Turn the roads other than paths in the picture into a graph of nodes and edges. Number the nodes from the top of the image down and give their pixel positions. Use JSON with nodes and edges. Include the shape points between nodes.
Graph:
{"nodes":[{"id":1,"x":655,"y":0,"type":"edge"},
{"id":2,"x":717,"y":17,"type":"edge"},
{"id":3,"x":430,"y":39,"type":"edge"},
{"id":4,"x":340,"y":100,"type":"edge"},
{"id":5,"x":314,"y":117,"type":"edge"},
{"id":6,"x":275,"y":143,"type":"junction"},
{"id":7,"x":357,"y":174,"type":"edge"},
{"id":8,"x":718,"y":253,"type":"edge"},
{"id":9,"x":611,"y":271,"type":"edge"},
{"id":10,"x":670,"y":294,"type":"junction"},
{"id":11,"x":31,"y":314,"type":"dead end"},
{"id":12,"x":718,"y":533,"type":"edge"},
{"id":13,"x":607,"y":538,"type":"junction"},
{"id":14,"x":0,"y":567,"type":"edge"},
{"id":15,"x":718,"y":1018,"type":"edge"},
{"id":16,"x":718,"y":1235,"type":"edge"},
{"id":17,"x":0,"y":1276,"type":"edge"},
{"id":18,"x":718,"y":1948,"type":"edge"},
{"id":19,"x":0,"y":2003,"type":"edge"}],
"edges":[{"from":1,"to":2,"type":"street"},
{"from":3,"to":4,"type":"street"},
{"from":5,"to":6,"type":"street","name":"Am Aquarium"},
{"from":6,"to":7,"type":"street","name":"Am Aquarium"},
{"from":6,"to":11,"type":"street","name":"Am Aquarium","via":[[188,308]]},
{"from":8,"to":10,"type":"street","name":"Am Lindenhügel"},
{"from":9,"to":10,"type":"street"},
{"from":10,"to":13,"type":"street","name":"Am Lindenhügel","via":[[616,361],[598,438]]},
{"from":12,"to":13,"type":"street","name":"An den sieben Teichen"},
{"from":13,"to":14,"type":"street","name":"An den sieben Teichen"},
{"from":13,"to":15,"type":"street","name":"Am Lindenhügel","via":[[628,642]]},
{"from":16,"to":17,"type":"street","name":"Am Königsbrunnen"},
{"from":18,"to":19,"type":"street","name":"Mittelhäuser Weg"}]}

++++

(Try it) What lines in the entries above include the string "name"? Return each one.

(Output for this exercise)
{"from":5,"to":6,"type":"street","name":"Am Aquarium"},
{"from":6,"to":7,"type":"street","name":"Am Aquarium"},
{"from":6,"to":11,"type":"street","name":"Am Aquarium","via":[[188,308]]},
{"from":8,"to":10,"type":"street","name":"Am Lindenhügel"},
{"from":10,"to":13,"type":"street","name":"Am Lindenhügel","via":[[616,361],[598,438]]},
{"from":12,"to":13,"type":"street","name":"An den sieben Teichen"},
{"from":13,"to":14,"type":"street","name":"An den sieben Teichen"},
{"from":13,"to":15,"type":"street","name":"Am Lindenhügel","via":[[628,642]]},
{"from":16,"to":17,"type":"street","name":"Am Königsbrunnen"},
{"from":18,"to":19,"type":"street","name":"Mittelhäuser Weg"}]}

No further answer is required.